Field Application Engineer

Responsibilities:

• Experienced in different SCADA/HMI applications.
• Experienced in different techniques of communication with field devices and PLCs.
• Experienced in management and access to historical data, in particular relational databases.
• Knowledge of procedural languages, include but not limited to VB.NET, C#, Python.
• Experience in debugging techniques and code management
• Capacity to manage product code traceability techniques
• Capacity to work part as a team and have interpersonal communication skills.
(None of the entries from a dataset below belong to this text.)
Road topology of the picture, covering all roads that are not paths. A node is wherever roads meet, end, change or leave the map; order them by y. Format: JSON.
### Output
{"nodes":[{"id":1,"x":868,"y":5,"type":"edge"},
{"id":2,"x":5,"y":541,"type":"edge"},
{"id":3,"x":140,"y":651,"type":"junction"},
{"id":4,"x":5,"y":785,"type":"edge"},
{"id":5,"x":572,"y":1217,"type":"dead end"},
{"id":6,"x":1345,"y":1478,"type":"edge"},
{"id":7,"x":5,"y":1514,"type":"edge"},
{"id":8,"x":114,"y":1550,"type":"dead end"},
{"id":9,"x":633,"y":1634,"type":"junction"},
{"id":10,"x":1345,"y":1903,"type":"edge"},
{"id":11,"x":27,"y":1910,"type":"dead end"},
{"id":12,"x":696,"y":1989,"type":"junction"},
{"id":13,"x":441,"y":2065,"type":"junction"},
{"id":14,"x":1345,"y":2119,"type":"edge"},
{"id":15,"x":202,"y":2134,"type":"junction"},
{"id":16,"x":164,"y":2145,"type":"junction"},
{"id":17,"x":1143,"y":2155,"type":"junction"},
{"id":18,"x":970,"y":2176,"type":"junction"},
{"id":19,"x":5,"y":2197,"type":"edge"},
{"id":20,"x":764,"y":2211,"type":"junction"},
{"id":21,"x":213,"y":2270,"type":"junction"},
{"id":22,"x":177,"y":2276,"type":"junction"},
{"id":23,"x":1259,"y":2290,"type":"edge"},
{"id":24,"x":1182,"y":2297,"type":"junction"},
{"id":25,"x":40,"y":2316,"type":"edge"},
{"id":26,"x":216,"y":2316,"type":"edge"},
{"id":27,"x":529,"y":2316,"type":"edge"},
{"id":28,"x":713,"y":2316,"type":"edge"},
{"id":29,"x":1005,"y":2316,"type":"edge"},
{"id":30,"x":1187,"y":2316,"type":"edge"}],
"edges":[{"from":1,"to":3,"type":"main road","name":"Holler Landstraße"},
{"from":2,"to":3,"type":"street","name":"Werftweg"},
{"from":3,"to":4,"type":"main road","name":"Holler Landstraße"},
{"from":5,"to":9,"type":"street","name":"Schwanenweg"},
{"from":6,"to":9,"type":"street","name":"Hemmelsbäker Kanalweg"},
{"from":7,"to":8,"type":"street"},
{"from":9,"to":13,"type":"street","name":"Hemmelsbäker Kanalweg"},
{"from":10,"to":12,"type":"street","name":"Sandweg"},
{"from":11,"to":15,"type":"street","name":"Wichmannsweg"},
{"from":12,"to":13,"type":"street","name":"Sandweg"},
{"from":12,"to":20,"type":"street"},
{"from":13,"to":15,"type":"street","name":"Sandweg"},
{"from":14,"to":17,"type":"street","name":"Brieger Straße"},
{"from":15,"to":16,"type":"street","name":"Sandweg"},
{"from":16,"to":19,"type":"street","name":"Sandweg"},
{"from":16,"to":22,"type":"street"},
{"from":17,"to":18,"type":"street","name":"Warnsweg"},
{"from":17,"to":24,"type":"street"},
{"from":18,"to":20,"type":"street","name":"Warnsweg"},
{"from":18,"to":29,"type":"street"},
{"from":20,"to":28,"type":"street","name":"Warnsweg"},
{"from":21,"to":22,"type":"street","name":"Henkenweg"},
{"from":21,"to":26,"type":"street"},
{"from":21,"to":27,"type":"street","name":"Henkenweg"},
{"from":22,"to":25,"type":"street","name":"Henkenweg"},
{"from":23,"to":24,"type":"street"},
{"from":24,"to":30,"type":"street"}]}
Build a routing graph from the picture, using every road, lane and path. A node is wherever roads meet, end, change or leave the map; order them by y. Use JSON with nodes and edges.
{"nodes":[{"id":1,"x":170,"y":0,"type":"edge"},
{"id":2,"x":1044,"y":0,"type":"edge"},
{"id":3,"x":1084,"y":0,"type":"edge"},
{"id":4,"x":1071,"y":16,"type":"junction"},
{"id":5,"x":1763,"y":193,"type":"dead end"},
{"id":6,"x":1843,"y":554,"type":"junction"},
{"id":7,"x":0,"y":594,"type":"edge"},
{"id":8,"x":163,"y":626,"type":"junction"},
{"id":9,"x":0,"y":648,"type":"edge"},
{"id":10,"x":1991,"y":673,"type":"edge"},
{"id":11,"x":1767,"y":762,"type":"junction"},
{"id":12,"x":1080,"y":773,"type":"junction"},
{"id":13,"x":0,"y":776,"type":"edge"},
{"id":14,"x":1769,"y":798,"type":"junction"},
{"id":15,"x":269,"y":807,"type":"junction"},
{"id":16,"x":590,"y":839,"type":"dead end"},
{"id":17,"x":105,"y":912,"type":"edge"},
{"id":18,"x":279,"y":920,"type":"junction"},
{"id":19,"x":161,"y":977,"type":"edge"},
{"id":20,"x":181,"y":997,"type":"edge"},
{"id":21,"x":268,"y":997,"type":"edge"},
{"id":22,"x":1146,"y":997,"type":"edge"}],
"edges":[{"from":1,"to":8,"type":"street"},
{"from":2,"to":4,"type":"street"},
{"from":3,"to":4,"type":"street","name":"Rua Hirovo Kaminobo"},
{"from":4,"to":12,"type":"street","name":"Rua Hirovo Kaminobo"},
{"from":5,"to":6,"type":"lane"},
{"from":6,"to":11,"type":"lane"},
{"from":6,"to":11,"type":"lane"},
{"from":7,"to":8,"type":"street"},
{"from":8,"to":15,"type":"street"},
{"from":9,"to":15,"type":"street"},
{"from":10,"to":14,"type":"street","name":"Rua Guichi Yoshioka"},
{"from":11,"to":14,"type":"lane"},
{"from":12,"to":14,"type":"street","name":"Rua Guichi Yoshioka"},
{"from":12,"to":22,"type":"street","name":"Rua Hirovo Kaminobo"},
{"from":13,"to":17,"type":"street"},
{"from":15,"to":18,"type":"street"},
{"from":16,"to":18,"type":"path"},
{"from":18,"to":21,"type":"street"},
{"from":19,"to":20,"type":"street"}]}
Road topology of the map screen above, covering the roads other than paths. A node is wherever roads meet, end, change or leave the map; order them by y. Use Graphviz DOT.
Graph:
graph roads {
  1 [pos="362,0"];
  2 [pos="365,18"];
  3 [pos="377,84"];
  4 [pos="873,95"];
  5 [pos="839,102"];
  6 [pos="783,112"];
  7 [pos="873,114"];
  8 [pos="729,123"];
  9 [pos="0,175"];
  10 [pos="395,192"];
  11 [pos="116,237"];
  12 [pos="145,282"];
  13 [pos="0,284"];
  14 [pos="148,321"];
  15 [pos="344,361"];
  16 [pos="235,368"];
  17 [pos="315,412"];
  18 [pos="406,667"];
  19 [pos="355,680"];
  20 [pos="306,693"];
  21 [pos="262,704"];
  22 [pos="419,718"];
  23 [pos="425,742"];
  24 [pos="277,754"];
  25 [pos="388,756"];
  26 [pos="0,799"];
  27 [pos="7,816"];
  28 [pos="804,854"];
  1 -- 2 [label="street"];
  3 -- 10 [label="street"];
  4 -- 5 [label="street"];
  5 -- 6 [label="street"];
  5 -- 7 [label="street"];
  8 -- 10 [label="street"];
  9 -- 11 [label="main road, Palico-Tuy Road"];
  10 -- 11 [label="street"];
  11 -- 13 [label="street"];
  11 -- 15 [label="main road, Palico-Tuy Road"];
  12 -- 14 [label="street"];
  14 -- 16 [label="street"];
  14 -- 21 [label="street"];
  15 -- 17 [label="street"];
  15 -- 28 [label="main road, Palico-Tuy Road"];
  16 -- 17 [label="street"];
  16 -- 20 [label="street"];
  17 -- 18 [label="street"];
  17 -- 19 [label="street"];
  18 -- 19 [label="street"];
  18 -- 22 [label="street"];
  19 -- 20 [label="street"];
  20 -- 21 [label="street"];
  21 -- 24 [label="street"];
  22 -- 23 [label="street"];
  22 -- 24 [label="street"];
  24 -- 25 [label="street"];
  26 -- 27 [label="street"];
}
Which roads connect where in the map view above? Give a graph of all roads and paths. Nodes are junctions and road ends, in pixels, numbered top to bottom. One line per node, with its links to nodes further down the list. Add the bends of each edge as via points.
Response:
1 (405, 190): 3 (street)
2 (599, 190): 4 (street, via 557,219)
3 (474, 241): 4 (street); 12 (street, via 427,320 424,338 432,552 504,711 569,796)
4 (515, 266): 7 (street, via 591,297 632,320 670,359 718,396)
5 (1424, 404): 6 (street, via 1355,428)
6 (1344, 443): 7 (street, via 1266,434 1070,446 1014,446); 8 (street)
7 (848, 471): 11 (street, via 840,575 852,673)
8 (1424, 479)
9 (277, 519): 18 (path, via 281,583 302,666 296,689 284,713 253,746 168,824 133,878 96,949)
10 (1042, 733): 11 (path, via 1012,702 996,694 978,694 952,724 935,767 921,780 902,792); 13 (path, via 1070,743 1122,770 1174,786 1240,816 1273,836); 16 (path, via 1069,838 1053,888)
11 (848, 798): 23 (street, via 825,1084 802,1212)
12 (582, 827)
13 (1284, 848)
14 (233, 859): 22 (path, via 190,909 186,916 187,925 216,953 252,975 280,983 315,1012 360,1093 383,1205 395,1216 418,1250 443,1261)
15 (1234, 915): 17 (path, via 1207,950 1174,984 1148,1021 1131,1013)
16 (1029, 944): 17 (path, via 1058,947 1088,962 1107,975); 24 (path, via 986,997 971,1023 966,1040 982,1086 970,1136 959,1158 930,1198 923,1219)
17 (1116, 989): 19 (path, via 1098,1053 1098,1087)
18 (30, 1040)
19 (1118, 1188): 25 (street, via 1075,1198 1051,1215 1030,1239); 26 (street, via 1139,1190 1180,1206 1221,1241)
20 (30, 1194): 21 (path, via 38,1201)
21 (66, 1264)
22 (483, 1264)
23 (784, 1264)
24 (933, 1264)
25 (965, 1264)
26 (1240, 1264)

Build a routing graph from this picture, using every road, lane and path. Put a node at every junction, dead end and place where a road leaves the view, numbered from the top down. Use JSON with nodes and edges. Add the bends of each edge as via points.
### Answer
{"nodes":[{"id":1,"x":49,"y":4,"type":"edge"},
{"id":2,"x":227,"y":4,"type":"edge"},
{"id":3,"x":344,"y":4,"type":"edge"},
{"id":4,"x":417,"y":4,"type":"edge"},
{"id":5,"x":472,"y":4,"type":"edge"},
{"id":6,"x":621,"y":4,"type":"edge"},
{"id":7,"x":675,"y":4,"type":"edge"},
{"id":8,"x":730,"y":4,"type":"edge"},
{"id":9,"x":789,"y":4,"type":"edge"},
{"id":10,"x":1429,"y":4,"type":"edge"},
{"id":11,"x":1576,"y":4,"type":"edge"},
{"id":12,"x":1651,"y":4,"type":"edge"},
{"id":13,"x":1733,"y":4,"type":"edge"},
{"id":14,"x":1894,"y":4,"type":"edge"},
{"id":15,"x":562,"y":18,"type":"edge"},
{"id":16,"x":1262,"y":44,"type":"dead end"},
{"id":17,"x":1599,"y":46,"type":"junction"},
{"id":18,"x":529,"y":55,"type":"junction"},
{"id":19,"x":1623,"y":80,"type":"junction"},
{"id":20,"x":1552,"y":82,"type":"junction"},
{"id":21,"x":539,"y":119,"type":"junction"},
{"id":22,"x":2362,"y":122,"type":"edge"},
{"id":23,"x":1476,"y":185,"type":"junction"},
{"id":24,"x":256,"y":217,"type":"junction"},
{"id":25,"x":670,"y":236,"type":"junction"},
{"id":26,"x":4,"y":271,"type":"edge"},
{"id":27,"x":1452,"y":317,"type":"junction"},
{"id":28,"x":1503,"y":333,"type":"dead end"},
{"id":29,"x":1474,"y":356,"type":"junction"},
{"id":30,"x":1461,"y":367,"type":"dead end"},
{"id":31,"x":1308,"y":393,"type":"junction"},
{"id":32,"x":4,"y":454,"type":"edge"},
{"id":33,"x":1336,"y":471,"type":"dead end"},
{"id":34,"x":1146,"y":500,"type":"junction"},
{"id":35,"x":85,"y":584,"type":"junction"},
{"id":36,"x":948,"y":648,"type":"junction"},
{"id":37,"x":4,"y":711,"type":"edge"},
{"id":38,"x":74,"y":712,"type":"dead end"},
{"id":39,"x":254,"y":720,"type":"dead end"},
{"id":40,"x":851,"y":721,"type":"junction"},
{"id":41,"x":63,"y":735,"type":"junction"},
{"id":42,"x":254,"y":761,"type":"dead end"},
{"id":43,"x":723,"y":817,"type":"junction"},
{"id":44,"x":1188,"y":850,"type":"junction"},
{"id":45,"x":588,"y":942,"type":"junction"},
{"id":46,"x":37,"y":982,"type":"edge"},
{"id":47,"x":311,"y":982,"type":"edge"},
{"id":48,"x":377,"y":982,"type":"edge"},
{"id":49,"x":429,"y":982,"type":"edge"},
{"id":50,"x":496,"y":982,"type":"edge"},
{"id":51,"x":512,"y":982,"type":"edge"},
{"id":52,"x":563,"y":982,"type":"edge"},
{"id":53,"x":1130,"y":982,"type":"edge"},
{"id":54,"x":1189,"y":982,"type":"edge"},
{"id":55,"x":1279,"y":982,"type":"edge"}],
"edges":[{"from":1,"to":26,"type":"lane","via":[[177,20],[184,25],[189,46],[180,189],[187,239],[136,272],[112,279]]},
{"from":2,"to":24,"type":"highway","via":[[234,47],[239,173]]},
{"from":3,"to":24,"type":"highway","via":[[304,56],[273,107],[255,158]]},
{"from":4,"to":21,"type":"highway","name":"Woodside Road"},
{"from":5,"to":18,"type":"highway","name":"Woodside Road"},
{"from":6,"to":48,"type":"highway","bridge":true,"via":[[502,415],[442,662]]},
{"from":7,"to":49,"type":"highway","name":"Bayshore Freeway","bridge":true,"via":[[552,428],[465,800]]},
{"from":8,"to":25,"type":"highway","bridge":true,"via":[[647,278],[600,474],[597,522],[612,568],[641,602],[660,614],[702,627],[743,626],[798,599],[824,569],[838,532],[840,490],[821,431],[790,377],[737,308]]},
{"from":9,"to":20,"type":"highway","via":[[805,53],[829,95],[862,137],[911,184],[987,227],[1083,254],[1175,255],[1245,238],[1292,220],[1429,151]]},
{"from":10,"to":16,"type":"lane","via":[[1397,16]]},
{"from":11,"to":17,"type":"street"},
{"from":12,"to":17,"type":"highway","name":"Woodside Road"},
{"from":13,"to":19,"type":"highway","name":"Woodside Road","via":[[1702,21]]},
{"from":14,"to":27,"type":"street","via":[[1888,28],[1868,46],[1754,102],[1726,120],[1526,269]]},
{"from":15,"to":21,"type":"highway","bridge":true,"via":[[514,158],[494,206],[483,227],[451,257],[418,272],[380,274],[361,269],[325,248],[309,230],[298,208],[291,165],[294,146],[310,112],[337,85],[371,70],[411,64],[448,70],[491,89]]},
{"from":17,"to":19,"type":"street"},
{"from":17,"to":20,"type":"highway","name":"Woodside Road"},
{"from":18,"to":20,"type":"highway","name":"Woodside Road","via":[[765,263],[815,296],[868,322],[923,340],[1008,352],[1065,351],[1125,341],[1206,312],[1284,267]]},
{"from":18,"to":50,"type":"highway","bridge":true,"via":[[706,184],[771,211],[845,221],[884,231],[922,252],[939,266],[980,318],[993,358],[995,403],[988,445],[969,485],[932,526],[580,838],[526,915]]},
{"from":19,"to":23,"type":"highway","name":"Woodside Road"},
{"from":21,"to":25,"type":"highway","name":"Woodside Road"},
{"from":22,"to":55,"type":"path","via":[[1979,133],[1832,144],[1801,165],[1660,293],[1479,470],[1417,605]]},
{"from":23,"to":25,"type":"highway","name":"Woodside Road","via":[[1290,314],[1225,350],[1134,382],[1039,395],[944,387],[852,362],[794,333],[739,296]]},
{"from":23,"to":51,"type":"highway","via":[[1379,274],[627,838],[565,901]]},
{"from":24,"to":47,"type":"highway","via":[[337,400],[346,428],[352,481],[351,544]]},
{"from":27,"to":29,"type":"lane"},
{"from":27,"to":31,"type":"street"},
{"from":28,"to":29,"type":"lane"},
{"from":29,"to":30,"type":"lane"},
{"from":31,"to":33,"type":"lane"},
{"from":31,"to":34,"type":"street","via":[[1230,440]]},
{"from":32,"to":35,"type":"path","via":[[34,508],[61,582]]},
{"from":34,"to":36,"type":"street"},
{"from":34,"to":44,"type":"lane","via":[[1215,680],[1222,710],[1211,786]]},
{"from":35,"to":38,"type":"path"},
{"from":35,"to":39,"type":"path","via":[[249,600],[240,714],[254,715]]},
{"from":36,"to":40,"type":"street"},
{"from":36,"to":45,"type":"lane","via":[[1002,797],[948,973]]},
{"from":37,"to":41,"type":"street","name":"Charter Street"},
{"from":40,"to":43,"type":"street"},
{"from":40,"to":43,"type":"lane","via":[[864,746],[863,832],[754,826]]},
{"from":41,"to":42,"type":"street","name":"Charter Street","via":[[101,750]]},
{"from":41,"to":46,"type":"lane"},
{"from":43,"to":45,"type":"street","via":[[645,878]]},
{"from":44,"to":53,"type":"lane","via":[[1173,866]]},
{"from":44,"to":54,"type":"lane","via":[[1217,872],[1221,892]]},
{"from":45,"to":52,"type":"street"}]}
• Working with several international customers and provide solutions and technical support to their different SCADA/HMI projects(Americas, Europe, Asia, Middle East.)
• Creative and flexible, able to work under pressure to meet tight deadlines
• Cybersecurity research for articles in the Progea magazine and CSIA about Cyber attacks in vulnerable critical infrastructure, industrial automation and field devices.